> **Records supplied**
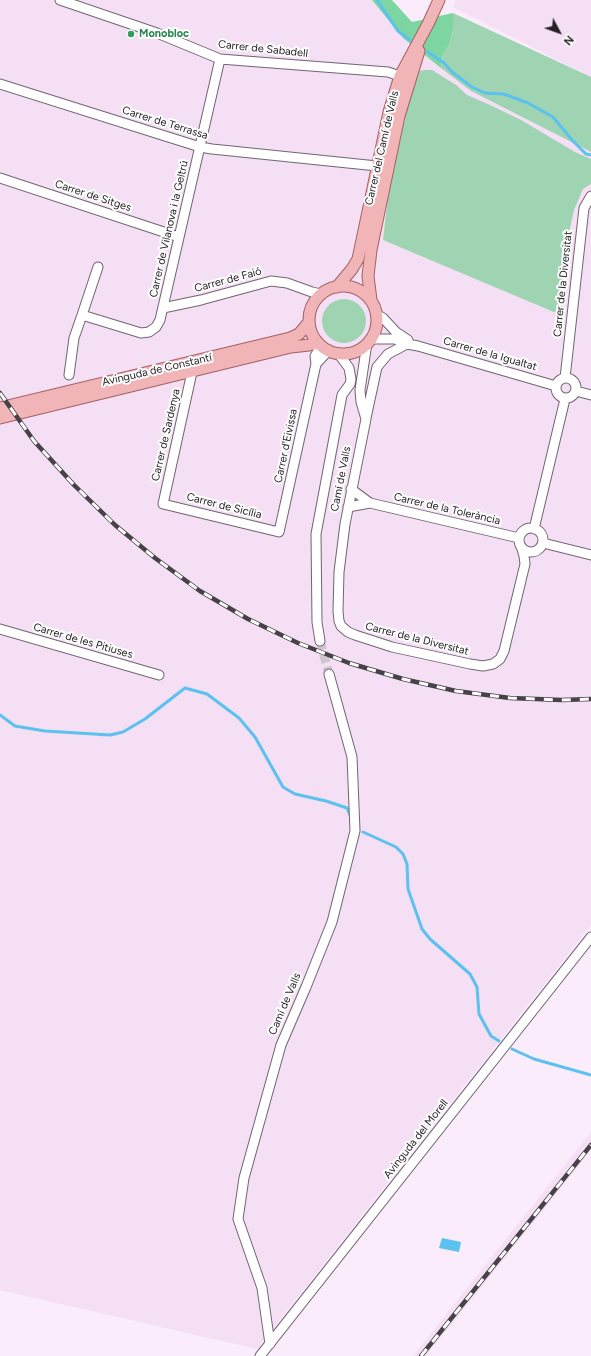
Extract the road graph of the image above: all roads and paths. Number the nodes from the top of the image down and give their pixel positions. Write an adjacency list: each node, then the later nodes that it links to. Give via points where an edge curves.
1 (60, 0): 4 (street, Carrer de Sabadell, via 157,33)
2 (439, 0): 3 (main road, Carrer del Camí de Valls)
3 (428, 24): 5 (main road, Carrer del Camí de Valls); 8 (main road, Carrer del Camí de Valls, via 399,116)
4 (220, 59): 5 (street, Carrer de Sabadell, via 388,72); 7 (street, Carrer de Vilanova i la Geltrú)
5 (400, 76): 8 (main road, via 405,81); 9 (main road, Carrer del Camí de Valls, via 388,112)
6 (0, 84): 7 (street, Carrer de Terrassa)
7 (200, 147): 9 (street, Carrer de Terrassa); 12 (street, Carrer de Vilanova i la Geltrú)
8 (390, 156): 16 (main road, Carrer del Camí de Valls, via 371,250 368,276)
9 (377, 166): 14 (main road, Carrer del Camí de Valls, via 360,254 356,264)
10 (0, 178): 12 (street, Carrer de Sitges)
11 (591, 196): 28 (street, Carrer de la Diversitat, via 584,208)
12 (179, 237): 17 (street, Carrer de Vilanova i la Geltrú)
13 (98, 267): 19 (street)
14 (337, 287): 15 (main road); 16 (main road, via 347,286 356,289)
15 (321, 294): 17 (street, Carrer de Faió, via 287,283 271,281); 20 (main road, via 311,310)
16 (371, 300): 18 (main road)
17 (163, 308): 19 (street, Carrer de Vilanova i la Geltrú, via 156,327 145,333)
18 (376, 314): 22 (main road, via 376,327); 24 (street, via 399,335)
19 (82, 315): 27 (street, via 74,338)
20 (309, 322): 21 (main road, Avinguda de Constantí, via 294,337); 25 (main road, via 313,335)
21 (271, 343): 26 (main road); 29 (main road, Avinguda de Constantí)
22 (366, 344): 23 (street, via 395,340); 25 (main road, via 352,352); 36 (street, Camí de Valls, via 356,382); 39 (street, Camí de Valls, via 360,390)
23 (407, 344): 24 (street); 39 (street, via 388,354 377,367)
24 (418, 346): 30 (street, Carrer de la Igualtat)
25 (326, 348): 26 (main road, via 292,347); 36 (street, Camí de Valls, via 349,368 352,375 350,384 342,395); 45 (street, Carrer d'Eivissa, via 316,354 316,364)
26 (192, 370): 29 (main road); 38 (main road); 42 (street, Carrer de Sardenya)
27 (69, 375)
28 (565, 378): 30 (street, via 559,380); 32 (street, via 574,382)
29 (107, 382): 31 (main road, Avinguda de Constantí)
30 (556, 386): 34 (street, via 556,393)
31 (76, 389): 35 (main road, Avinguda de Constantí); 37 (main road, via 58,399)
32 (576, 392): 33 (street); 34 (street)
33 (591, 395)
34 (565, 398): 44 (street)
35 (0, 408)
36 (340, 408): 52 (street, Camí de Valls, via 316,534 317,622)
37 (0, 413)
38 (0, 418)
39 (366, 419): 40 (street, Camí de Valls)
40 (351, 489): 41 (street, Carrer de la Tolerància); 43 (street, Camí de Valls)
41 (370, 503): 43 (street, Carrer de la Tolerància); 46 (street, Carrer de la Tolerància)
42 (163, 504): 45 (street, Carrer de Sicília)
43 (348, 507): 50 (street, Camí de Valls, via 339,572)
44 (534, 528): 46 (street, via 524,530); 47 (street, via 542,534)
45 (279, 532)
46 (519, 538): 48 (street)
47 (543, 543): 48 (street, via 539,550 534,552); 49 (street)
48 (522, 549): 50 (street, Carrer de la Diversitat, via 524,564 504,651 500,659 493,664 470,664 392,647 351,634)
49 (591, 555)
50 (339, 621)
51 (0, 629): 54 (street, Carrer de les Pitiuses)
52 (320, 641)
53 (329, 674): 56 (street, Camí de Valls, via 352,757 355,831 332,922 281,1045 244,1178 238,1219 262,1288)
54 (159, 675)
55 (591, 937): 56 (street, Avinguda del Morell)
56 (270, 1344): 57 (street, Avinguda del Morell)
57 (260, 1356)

> **Exercise description**
Tally the lines of the records that contain the word "Sabadell", then give only the tally.

> **Answer area**
2